It would help if women and men knew that low libido happens in both genders so that highly sexual women won't feel like just because a man does not desire sex he is gay. I think that what is happening with the OP is that her husband has an anal fetish which he is ashamed of. Some men are ashamed of this, even though anal is very pleasurable for men to receive. Some men like prostate massages for example, but to admit this means that people will assume that they are homosexual.

I think the OP should pursue counseling with her husband to get out the truth about his sexuality and his apparent LD with her.


----------



## Unique Username (Jul 6, 2013)

Or, he could be gay and using her as a meal ticket.


----------



## over20 (Nov 15, 2013)

techmom said:


> Just to reiterate, there are men who don't display the "raw sexual desire" because they are low desire by nature. I first learned this by visiting the online forums. I used to think every male was a horndog and was HD. I learned a lot especially from the LD Husband Journal thread.
> 
> It would help if women and men knew that low libido happens in both genders so that highly sexual women won't feel like just because a man does not desire sex he is gay. I think that what is happening with the OP is that her husband has an anal fetish which he is ashamed of. Some men are ashamed of this, even though anal is very pleasurable for men to receive. Some men like prostate massages for example, but to admit this means that people will assume that they are homosexual.
> 
> I think the OP should pursue counseling with her husband to get out the truth about his sexuality and his apparent LD with her.


I agree with you, wonderful insight


----------



## Unique Username (Jul 6, 2013)

Have any of you read her other threads?

I think you are missing the big picture....and it isn't simply a problem of LD or a presumed taboo kink.


----------



## over20 (Nov 15, 2013)

No I haven't. Does one just search under the user name? I never tried it before


----------



## Unique Username (Jul 6, 2013)

Look under the user's profile, then under the statistics tab..and you can view posts snd threads started by them.

I pulled one up and posted in the general relationship forum
so it would be easier to find....and JB needs to re-read it herself.


----------



## over20 (Nov 15, 2013)

Ahhhh, thank you UU


----------



## Lon (Jun 6, 2011)

Unique Username said:


> I dont know how many heterosexual males play with anal toys ALONE on themselves, but I would dare say probably very few.
> 
> So, they were out and all over the house.

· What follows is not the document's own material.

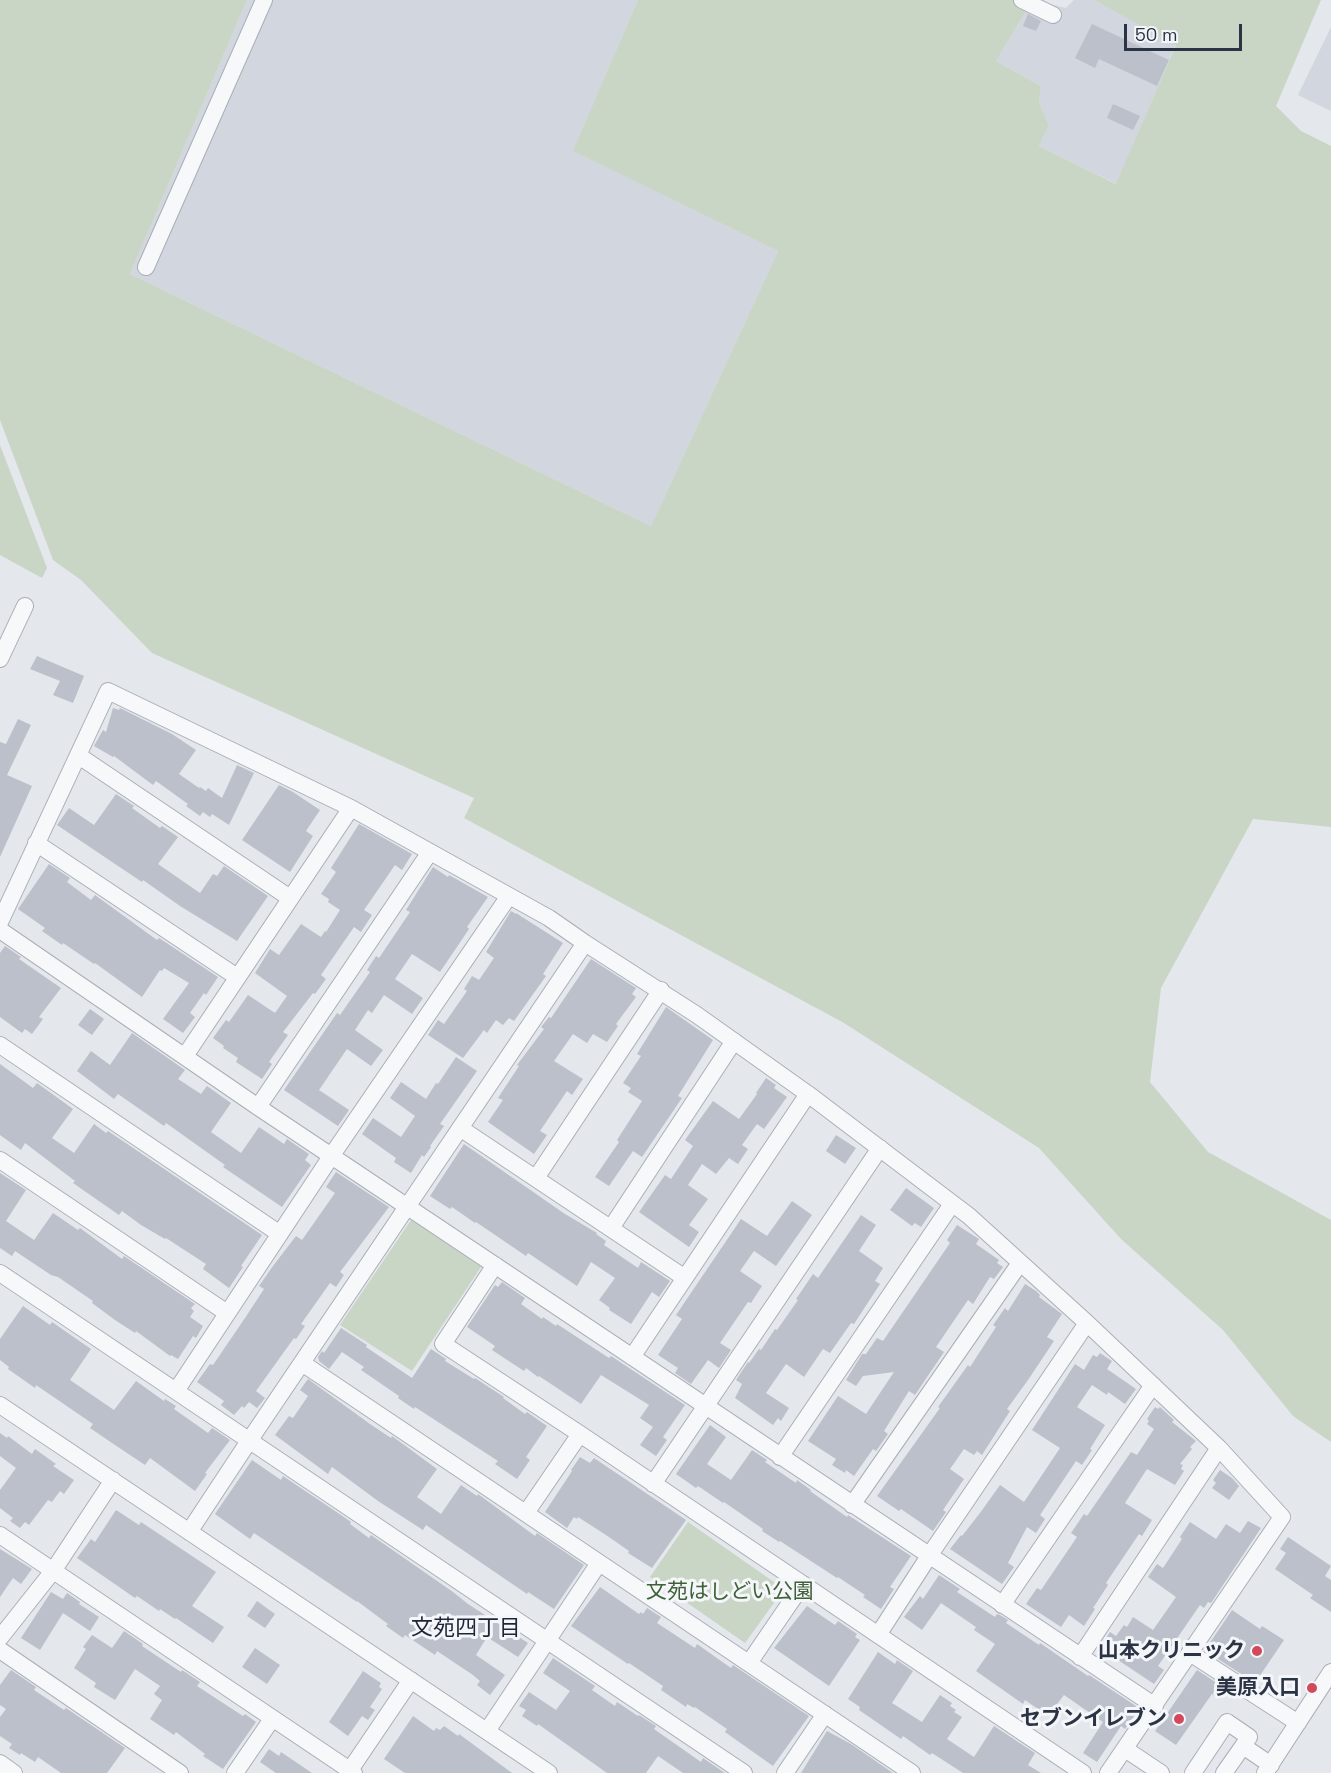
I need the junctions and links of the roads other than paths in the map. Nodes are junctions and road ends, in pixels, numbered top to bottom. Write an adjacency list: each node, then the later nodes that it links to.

That certainly sounds like some sort of party. Who called you and how, exactly, did he break his ankle? Who was the person that called you, why didnt they hide the toys tor him? Maybe he wanted to get caught and get it out in the open with you.
> 
> ...


That he whipped out his toys quickly, or even the number of them is not a red flag of some extramarital relations of incompatible sexual orientation. I am not discounting that he has not taken his personal fetish further or to innappropriate places, but more likely to me it seems he is just ashamed of his own compulsive, secret behaviors. It is one possible explanation why he got so defensive when you asked if he was gay, or if he was cheating with gay men. But there are lots of possibilities, and he has never felt safe enough to reveal any of these personal desires or behaviors with you, that is where the real problem and barrier to true intimacy comes in (and what man who is into that kind of thing would EVER feel safe revealing it with someone whom is threatened by it?). I am not blaming you at all OP, I'm just suggesting to not jump to conclusions, and keep an open mind and positive faith about your husbands mind, and if indeed it goes beyond what he does in his own time, if there is outside threats in your marriage definitely take decisive action.


----------



## techmom (Oct 22, 2012)

I just finished reading one of the OP's other threads, it sounds like the hubby is living under her roof and is not contributing to the finances. If that is what they agreed to do then fine. I don't think it has anything to do with the sex toys however. Looking for more input from the OP...


----------



## techmom (Oct 22, 2012)

Lon said:


> That he whipped out his toys quickly, or even the number of them is not a red flag of some extramarital relations of incompatible sexual orientation. I am not discounting that he has not taken his personal fetish further or to innappropriate places, but more likely to me it seems he is just ashamed of his own compulsive, secret behaviors. It is one possible explanation why he got so defensive when you asked if he was gay, or if he was cheating with gay men. But there are lots of possibilities, and he has never felt safe enough to reveal any of these personal desires or behaviors with you, that is where the real problem and barrier to true intimacy comes in (and what man who is into that kind of thing would EVER feel safe revealing it with someone whom is threatened by it?). I am not blaming you at all OP, I'm just suggesting to not jump to conclusions, and keep an open mind and positive faith about your husbands mind, and if indeed it goes beyond what he does in his own time, if there is outside threats in your marriage definitely take decisive action.


:iagree:


----------



## Big Mama (Mar 24, 2014)

My H doesn't have a collection of sex toys. we have been married for 20 years. He is completely straight. As straight as they come. But in me showing him what I like and he showing me what he likes, I was a little shocked to find that he likes anal stimulation. We all like what we like and if that is what he likes and it intensifies what we are doing together, I don't have a problem with his likes. 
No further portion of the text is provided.